Medium#2355 min readTreesBSTRecursionLeetCode

LCA of a BST

BST property — descend toward the split point

Use the BST property to decide which subtree to explore.

Published Apr 16, 2026

Problem

Given the root of a Binary Search Tree and two of its nodes p and q, return their lowest common ancestor (LCA) — the deepest node that has both p and q in its subtree.

Input
root = [6, 2, 8, 0, 4, 7, 9, null, null, 3, 5], p = 2, q = 8
Output
6
Input
root = [6, 2, 8, 0, 4, 7, 9, null, null, 3, 5], p = 2, q = 4
Output
2
Explanation
A node can be its own descendant — 2 is its own ancestor.

Intuition

A BST node is the LCA of p and q if and only if it lies between them in value (min(p, q) node max(p, q)). Why?

  • If both p and q are smaller than the current node, both live in the left subtree — descend left.
  • If both are larger, both live in the right subtree — descend right.
  • Otherwise the values straddle the current node, so this is the deepest node that contains both. Done.

The general-binary-tree LCA needs a search (#236). The BST version doesn't — values do the navigation for free.

Approach

Recursive descent

TimeO(h)
SpaceO(h)
Recommended

Walk down following the rule above. The first node whose value lies between p.val and q.val (inclusive) is the LCA.

use std::cell::RefCell;
use std::rc::Rc;

impl Solution {
    pub fn lowest_common_ancestor(
        root: Option<Rc<RefCell<TreeNode>>>,
        p: Option<Rc<RefCell<TreeNode>>>,
        q: Option<Rc<RefCell<TreeNode>>>,
    ) -> Option<Rc<RefCell<TreeNode>>> {
        let pv = p.as_ref().unwrap().borrow().val;
        let qv = q.as_ref().unwrap().borrow().val;
        let lo = pv.min(qv);
        let hi = pv.max(qv);
        fn walk(
            node: Option<Rc<RefCell<TreeNode>>>,
            lo: i32,
            hi: i32,
        ) -> Option<Rc<RefCell<TreeNode>>> {
            let n = node.clone()?;
            let v = n.borrow().val;
            if v < lo {
                walk(n.borrow().right.clone(), lo, hi)
            } else if v > hi {
                walk(n.borrow().left.clone(), lo, hi)
            } else {
                node
            }
        }
        walk(root, lo, hi)
    }
}
Rust · runnable

Iterative

TimeO(h)
SpaceO(1)

The recursion is tail-recursive — each call only returns whatever the next call returns. So we can rewrite as a while loop and drop the call stack to O(1) space.

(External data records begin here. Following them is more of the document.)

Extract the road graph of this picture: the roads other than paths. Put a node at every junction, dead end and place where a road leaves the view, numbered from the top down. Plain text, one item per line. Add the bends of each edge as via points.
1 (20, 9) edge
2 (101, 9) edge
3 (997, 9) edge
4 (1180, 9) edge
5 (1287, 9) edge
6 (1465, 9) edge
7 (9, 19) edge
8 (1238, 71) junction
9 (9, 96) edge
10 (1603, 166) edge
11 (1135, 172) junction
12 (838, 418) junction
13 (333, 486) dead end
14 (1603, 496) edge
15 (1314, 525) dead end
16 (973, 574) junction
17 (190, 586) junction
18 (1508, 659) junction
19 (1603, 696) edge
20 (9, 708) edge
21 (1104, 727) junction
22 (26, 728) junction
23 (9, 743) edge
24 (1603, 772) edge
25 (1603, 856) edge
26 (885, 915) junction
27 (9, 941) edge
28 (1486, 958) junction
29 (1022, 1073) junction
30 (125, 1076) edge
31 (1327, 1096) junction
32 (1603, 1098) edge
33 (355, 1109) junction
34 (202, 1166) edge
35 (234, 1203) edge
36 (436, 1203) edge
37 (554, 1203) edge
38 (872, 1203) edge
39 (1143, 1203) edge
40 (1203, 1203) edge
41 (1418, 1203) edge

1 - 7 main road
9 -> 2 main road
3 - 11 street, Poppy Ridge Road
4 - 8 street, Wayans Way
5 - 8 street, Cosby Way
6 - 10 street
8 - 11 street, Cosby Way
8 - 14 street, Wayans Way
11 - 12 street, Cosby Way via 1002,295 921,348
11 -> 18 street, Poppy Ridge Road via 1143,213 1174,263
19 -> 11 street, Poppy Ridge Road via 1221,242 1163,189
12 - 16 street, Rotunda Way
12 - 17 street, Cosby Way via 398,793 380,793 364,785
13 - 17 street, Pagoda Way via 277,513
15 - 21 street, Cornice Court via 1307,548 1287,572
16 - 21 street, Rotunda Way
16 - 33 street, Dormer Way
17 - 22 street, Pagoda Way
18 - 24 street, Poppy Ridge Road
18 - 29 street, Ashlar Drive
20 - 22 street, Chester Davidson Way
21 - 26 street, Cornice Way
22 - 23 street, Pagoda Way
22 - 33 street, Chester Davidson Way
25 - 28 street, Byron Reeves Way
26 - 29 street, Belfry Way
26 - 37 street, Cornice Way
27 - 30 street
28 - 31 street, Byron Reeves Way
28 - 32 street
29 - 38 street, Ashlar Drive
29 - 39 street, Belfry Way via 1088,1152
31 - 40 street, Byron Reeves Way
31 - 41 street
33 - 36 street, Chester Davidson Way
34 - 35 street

This matters in practice: BST operations on a balanced tree of 2³⁰ keys still recurse 30 deep, which is fine for any stack — but for a skewed BST (sorted insertion), the recursion can blow the stack.

use std::cell::RefCell;
use std::rc::Rc;

impl Solution {
    pub fn lowest_common_ancestor(
        root: Option<Rc<RefCell<TreeNode>>>,
        p: Option<Rc<RefCell<TreeNode>>>,
        q: Option<Rc<RefCell<TreeNode>>>,
    ) -> Option<Rc<RefCell<TreeNode>>> {
        let pv = p.as_ref().unwrap().borrow().val;
        let qv = q.as_ref().unwrap().borrow().val;
        let lo = pv.min(qv);
        let hi = pv.max(qv);
        let mut curr = root;
        while let Some(n) = curr.clone() {
            let v = n.borrow().val;
            if v < lo {
                curr= n.borrow().right.clone();
            } else if v > hi {
                curr = n.borrow().left.clone();
            } else {
                return curr;
            }
        }
        None
    }
}
Rust · runnable

Trace

p = 2, q = 8 on the example BST:

        6
       / \
      2   8
     / \ / \
    0  4 7  9
       / \
      3   5
stepcurr.valcomparisonnext
162 ≤ 6 ≤ 8return 6

For p = 2, q = 4 (split happens lower):

stepcurr.valcomparisonnext
16both 2 and 4 < 6go left
222 ≤ 2 ≤ 4return 2

Edge cases

  • One node is the ancestor of the other — covered by the inclusive lo v hi check; the ancestor itself is the LCA.
  • p == q — the algorithm returns that node.
  • Skewed BST — iterative version is O(1) space; recursive is O(n) stack.

Takeaway

BST problems usually beat the general-tree version because the values are the navigation. Search, insert, delete, range-count, range-sum, predecessor/successor, and LCA all leverage the same compare-and-descend skeleton. When you see a BST hint, the first question to ask is "what does the value tell me about which child to visit?"